I watched Sean Hannity interview of Sarah Palin on Fox News last week hoping for some greater insight into the mind of the woman who wants to be our next vice president. It left me feeling rather uncomfortable. I was struck by the tone of the interview. I felt like I was a voyeur snooping on a couple in love, out on a date.
James Rainey, staff writer for the Los Angeles Times also observed that Hannity was smiling dreamily at the Alaskan beauty, lamenting that he wished he had more time. In his article "Todd and Sarah Palin unchallenged in Fox interviews." He observed Hannity's "weak kneed idolization of the governor." (More)
Her good looks and sex appeal have become a powerful political weapon.
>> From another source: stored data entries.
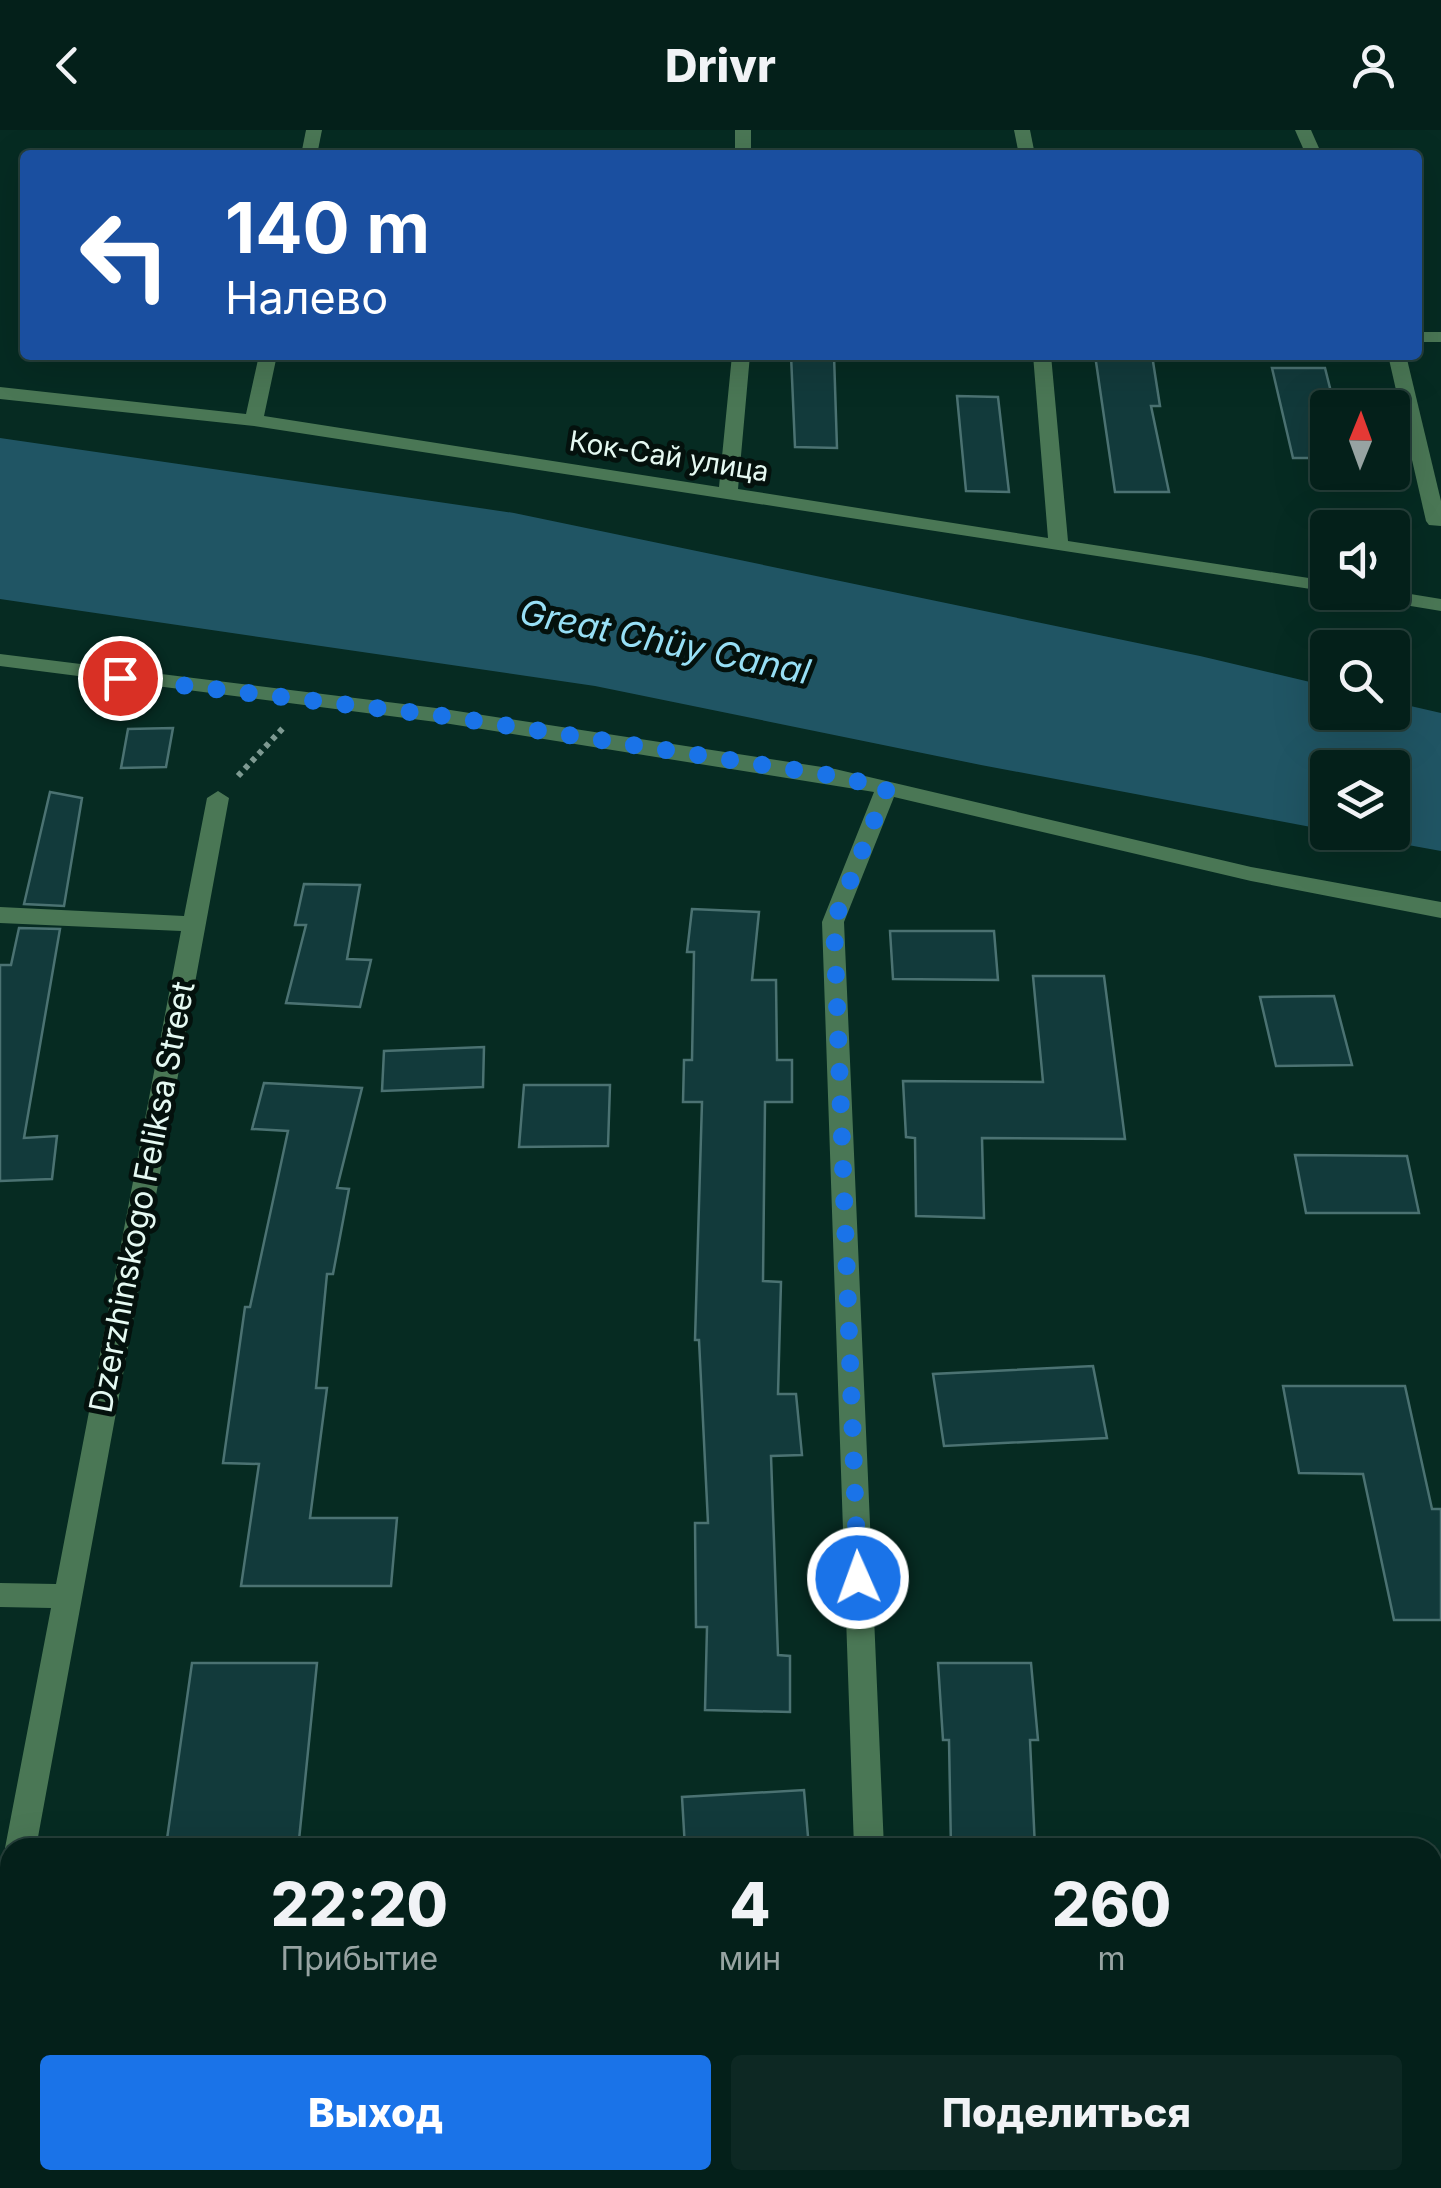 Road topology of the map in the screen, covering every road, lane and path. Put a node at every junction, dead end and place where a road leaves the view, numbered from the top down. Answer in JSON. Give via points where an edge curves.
{"nodes":[{"id":1,"x":267,"y":360,"type":"edge"},
{"id":2,"x":741,"y":360,"type":"edge"},
{"id":3,"x":1042,"y":360,"type":"edge"},
{"id":4,"x":1398,"y":360,"type":"edge"},
{"id":5,"x":0,"y":392,"type":"edge"},
{"id":6,"x":254,"y":420,"type":"junction"},
{"id":7,"x":728,"y":493,"type":"junction"},
{"id":8,"x":1436,"y":521,"type":"dead end"},
{"id":9,"x":1058,"y":544,"type":"junction"},
{"id":10,"x":1310,"y":584,"type":"edge"},
{"id":11,"x":1410,"y":600,"type":"edge"},
{"id":12,"x":1441,"y":605,"type":"edge"},
{"id":13,"x":0,"y":660,"type":"edge"},
{"id":14,"x":254,"y":759,"type":"dead end"},
{"id":15,"x":247,"y":768,"type":"dead end"},
{"id":16,"x":887,"y":788,"type":"junction"},
{"id":17,"x":218,"y":798,"type":"dead end"},
{"id":18,"x":1441,"y":910,"type":"edge"},
{"id":19,"x":0,"y":915,"type":"edge"},
{"id":20,"x":194,"y":924,"type":"junction"},
{"id":21,"x":0,"y":1595,"type":"edge"},
{"id":22,"x":67,"y":1596,"type":"junction"},
{"id":23,"x":22,"y":1838,"type":"edge"},
{"id":24,"x":869,"y":1838,"type":"edge"}],
"edges":[{"from":1,"to":6,"type":"street"},
{"from":2,"to":7,"type":"street"},
{"from":3,"to":9,"type":"street"},
{"from":4,"to":8,"type":"street"},
{"from":5,"to":6,"type":"street","name":"Кок-Сай улица"},
{"from":6,"to":7,"type":"street","name":"Кок-Сай улица"},
{"from":7,"to":9,"type":"street","name":"Кок-Сай улица"},
{"from":9,"to":10,"type":"street","name":"Кок-Сай улица"},
{"from":11,"to":12,"type":"street"},
{"from":13,"to":16,"type":"street","via":[[444,716]]},
{"from":14,"to":15,"type":"path"},
{"from":16,"to":18,"type":"street","via":[[1251,874]]},
{"from":16,"to":24,"type":"street","via":[[834,922]]},
{"from":17,"to":20,"type":"street","name":"Dzerzhinskogo Feliksa Street"},
{"from":19,"to":20,"type":"street"},
{"from":20,"to":22,"type":"street","name":"Dzerzhinskogo Feliksa Street"},
{"from":21,"to":22,"type":"street"},
{"from":22,"to":23,"type":"street","name":"Dzerzhinskogo Feliksa Street"}]} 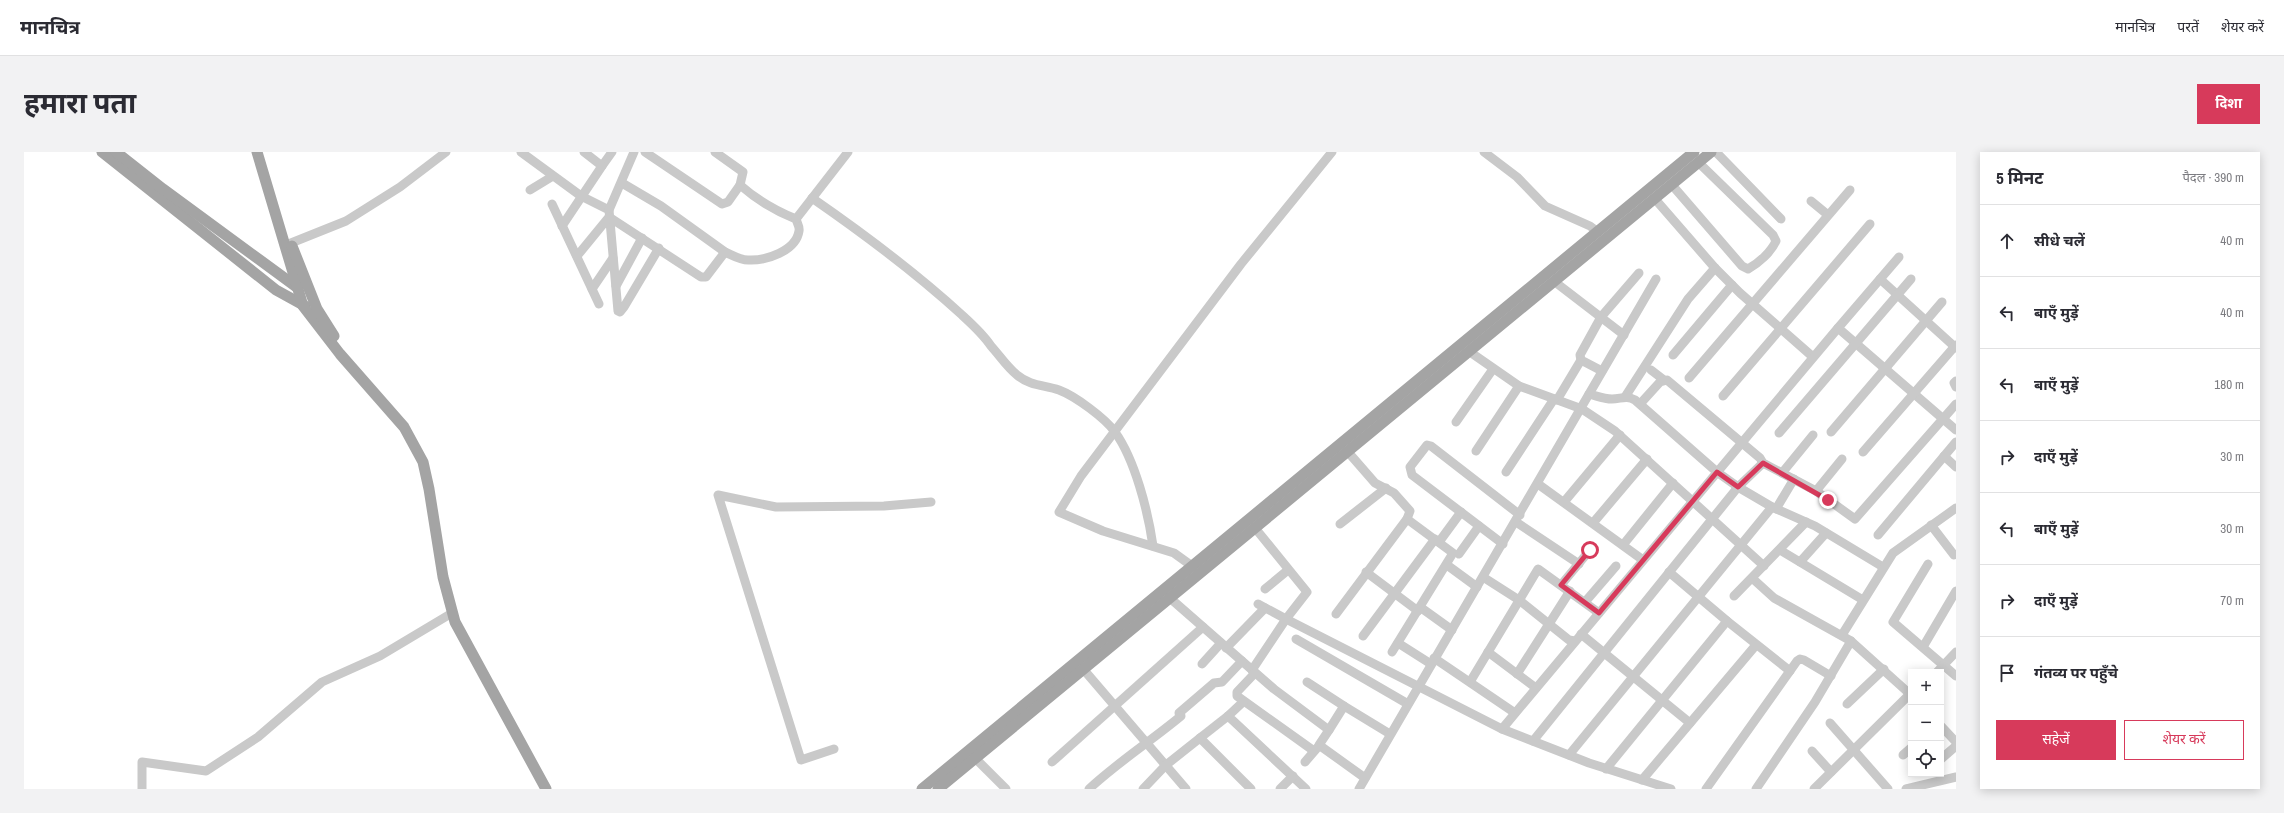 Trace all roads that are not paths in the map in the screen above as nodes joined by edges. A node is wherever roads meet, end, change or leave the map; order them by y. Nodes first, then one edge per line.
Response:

Then I came across this somewhat erotic Newsweek article by Sam Harris in which he waxes poetic:
Let me confess that I was genuinely unnerved by Sarah Palin's performance at the Republican convention. Given her audience and the needs of the moment, I believe Governor Palin's speech was the most effective political communication I have ever witnessed. Here, finally, was a performer who—being maternal, wounded, righteous and sexy—could stride past the frontal cortex of every American and plant a three-inch heel directly on that limbic circuit that ceaselessly intones "God and country." If anyone could make Christian theocracy smell like apple pie, Sarah Palin could.
I watched the speech myself, and whereas the Governor's deliver of the speech was excellent, she certainly did not plant a heel in my forehead. A commentator on Daily Kos summed up Palin's effect succinctly:"Every man wants to do her." Sarah seems to have given America a giant hard-on.